Task to carry out:
Check every line below for the word "text" and show those that hold it.

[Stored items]

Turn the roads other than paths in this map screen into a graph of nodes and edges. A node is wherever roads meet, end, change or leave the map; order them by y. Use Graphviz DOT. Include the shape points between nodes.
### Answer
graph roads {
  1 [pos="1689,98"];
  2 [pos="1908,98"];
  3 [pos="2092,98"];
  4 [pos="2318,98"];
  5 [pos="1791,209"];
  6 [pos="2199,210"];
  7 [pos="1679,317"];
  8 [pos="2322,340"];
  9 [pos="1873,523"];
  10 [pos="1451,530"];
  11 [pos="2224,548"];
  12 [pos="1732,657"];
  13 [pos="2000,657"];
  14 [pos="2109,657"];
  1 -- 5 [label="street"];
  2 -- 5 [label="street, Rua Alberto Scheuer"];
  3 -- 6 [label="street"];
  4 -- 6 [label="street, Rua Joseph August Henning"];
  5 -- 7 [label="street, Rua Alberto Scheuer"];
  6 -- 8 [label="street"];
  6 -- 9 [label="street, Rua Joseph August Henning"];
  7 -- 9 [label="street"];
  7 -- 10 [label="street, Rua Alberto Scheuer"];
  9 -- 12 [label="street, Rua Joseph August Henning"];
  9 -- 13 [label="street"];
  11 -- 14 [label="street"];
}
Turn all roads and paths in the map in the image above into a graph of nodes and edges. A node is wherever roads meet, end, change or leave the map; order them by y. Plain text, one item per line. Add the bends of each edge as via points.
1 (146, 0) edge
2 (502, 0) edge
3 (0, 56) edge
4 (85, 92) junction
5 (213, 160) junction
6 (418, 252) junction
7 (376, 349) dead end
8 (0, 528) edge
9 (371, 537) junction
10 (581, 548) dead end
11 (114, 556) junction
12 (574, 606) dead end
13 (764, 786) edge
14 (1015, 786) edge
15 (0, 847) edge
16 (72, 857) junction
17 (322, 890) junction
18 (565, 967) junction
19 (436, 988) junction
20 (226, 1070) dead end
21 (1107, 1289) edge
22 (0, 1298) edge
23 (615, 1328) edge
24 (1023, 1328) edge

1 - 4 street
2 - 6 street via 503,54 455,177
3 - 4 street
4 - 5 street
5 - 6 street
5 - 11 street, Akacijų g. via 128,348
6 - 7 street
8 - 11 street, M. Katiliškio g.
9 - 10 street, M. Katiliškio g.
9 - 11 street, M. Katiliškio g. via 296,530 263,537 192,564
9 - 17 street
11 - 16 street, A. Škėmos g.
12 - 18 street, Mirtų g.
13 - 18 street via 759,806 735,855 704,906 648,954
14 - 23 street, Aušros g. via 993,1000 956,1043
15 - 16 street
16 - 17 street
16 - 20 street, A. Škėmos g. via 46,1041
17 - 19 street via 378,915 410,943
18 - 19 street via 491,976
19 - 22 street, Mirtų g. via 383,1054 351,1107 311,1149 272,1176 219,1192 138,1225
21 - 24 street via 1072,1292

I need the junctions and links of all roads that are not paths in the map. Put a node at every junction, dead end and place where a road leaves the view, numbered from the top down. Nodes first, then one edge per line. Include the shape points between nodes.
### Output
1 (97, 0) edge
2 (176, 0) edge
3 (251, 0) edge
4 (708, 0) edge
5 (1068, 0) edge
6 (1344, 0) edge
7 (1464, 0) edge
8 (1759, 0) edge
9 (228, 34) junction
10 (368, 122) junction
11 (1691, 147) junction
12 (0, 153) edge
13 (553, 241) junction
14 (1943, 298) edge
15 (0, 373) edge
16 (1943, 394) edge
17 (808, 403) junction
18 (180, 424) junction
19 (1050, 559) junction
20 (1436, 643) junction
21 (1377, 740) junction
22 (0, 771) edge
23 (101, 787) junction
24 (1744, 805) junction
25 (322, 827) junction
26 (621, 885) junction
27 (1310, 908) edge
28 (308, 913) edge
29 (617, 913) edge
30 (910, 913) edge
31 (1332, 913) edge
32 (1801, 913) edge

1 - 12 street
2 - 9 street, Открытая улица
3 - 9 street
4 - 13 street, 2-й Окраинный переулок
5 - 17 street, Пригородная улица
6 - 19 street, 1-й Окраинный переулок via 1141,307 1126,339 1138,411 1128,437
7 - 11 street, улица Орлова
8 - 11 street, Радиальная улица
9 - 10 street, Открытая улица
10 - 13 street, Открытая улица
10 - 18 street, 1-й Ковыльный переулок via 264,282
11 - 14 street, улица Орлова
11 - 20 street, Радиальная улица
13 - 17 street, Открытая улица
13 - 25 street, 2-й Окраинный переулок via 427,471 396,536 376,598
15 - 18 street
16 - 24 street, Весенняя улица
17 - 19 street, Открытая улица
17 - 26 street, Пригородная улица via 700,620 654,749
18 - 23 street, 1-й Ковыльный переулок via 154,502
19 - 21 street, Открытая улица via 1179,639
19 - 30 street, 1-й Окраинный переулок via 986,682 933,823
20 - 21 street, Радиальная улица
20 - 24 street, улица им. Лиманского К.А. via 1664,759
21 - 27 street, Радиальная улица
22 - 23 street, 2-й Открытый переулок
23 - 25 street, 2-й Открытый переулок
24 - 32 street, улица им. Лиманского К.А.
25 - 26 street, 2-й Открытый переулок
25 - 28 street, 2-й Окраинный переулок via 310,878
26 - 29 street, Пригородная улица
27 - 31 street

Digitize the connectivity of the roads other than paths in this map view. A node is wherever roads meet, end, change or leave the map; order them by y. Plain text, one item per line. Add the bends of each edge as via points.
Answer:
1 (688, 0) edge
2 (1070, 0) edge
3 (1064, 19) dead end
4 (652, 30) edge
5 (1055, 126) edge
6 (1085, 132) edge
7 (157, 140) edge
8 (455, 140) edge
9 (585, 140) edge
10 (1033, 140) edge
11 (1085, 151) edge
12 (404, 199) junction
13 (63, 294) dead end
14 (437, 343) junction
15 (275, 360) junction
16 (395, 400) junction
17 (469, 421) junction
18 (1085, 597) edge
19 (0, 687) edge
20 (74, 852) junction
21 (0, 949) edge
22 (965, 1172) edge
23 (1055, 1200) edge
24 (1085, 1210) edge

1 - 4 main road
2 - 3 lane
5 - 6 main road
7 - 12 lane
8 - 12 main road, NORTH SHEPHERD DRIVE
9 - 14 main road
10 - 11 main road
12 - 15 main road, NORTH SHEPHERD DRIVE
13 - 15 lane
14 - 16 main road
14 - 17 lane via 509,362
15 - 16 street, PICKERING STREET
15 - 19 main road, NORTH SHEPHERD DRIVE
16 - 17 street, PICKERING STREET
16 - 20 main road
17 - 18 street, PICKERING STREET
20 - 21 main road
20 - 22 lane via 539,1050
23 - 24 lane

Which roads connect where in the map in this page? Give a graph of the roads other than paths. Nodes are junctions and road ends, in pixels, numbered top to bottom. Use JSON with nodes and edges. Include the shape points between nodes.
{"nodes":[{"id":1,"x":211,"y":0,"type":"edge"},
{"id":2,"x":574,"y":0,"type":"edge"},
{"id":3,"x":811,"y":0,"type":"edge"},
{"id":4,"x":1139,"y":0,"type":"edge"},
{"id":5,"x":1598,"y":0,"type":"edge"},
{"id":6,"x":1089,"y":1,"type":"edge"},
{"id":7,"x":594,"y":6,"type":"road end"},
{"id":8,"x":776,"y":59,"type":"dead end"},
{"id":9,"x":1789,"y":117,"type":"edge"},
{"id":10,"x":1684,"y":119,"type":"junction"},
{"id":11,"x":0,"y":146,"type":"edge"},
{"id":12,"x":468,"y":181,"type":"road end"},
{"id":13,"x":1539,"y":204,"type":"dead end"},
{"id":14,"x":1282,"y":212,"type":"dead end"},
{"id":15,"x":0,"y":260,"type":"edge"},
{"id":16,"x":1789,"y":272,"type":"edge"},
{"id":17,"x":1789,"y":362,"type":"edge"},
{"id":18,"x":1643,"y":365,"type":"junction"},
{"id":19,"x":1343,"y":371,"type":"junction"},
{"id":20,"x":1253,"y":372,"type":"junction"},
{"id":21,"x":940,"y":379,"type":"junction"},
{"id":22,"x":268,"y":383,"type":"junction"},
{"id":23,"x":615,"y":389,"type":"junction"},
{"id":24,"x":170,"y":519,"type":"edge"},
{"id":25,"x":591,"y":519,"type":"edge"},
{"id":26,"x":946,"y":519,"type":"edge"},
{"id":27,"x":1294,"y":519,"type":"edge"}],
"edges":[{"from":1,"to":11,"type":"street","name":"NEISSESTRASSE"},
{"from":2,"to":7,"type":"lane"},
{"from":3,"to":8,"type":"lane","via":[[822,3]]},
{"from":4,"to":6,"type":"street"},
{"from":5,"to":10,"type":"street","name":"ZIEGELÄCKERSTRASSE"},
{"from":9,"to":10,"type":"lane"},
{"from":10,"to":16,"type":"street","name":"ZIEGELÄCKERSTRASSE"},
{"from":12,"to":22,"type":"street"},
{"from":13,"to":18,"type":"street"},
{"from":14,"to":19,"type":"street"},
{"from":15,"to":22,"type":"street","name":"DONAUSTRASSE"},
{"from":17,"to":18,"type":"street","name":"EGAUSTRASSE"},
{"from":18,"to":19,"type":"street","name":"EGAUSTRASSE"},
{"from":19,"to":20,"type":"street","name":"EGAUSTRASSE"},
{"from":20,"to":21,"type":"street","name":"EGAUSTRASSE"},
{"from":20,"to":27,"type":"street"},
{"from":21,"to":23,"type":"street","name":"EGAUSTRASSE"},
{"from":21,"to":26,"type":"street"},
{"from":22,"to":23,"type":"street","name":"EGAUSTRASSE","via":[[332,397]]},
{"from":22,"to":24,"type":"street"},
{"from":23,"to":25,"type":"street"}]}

Solution to the problem:
Turn all roads and paths in the map in the image above into a graph of nodes and edges. A node is wherever roads meet, end, change or leave the map; order them by y. Plain text, one item per line. Add the bends of each edge as via points.
Digitize the connectivity of the roads other than paths in this map view. A node is wherever roads meet, end, change or leave the map; order them by y. Plain text, one item per line. Add the bends of each edge as via points.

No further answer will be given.